### INPUT MATERIAL:

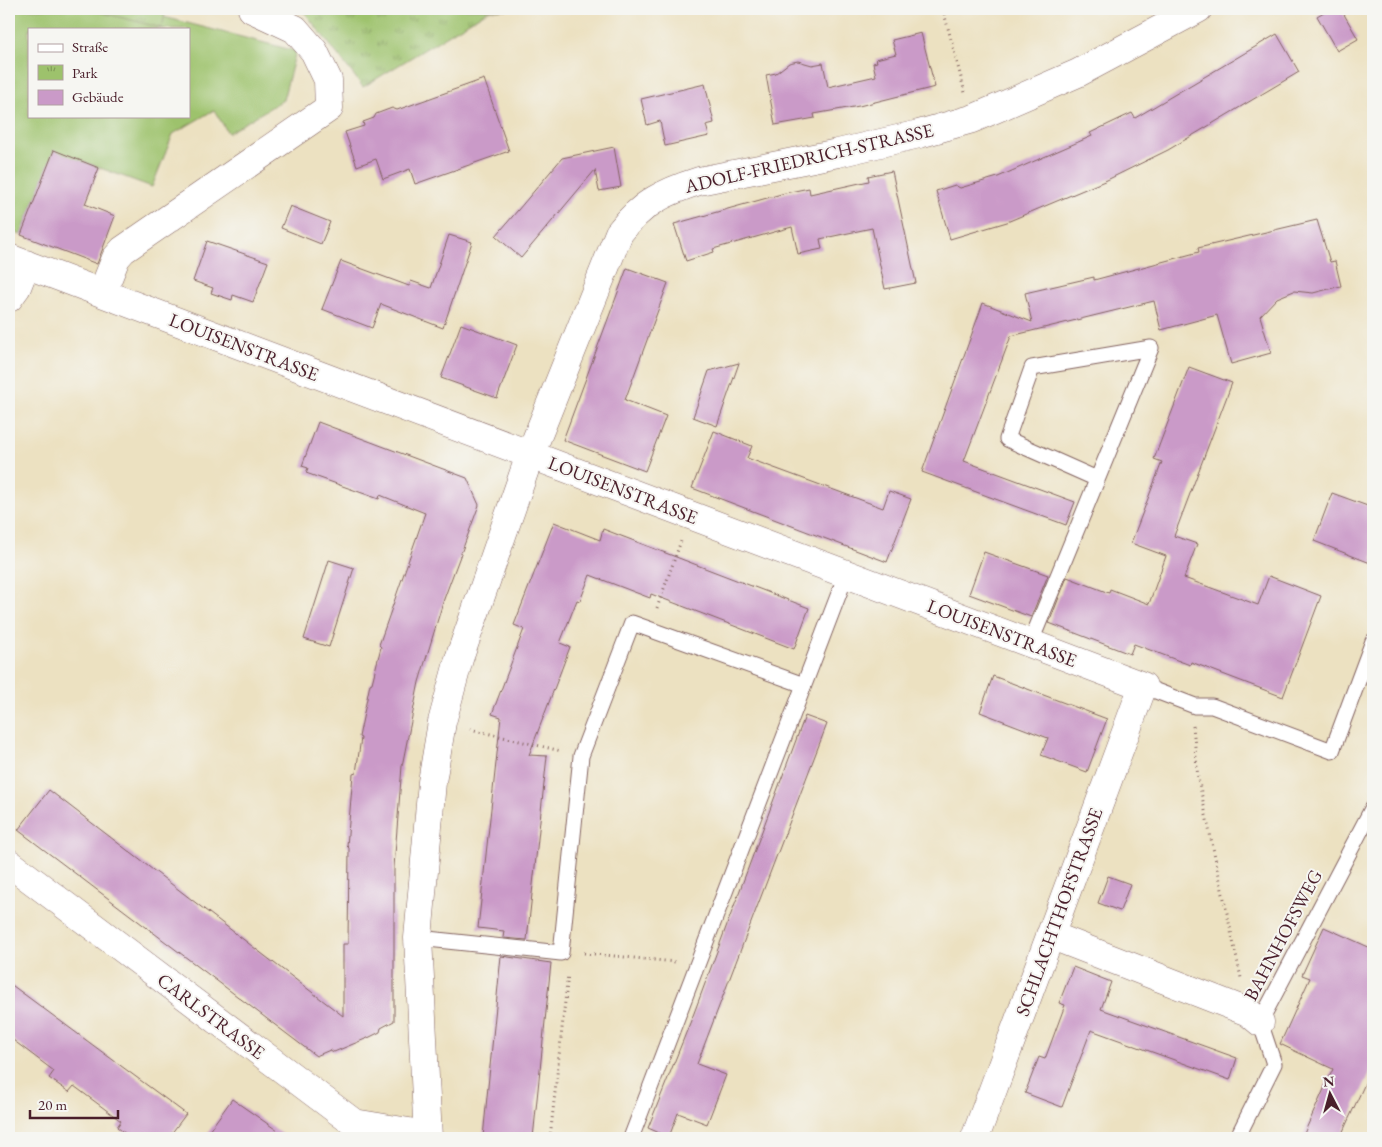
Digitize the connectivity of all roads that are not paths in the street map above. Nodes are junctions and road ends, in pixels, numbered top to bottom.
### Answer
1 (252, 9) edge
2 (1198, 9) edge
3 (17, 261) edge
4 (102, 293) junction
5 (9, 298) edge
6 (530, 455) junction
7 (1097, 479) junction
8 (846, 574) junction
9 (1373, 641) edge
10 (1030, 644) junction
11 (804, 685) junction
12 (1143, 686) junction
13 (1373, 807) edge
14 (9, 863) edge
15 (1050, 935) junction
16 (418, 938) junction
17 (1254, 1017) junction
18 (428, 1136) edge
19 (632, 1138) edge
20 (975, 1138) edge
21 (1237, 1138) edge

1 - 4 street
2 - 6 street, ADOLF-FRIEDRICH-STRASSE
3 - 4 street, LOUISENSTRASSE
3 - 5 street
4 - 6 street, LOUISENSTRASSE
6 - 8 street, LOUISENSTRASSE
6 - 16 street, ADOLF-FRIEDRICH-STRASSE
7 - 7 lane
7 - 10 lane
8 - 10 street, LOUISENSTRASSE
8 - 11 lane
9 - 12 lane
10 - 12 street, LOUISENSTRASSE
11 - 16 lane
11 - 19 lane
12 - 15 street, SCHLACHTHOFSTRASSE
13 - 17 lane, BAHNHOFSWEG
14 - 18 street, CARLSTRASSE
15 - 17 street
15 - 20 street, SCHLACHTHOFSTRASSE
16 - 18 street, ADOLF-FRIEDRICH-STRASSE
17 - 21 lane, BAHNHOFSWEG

### TASK DETAILS:
Write out every entry above exactly, minus the pictures.

### SOLUTION FOR THIS EXERCISE:
Digitize the connectivity of all roads that are not paths in the street map above. Nodes are junctions and road ends, in pixels, numbered top to bottom.
### Answer
1 (252, 9) edge
2 (1198, 9) edge
3 (17, 261) edge
4 (102, 293) junction
5 (9, 298) edge
6 (530, 455) junction
7 (1097, 479) junction
8 (846, 574) junction
9 (1373, 641) edge
10 (1030, 644) junction
11 (804, 685) junction
12 (1143, 686) junction
13 (1373, 807) edge
14 (9, 863) edge
15 (1050, 935) junction
16 (418, 938) junction
17 (1254, 1017) junction
18 (428, 1136) edge
19 (632, 1138) edge
20 (975, 1138) edge
21 (1237, 1138) edge

1 - 4 street
2 - 6 street, ADOLF-FRIEDRICH-STRASSE
3 - 4 street, LOUISENSTRASSE
3 - 5 street
4 - 6 street, LOUISENSTRASSE
6 - 8 street, LOUISENSTRASSE
6 - 16 street, ADOLF-FRIEDRICH-STRASSE
7 - 7 lane
7 - 10 lane
8 - 10 street, LOUISENSTRASSE
8 - 11 lane
9 - 12 lane
10 - 12 street, LOUISENSTRASSE
11 - 16 lane
11 - 19 lane
12 - 15 street, SCHLACHTHOFSTRASSE
13 - 17 lane, BAHNHOFSWEG
14 - 18 street, CARLSTRASSE
15 - 17 street
15 - 20 street, SCHLACHTHOFSTRASSE
16 - 18 street, ADOLF-FRIEDRICH-STRASSE
17 - 21 lane, BAHNHOFSWEG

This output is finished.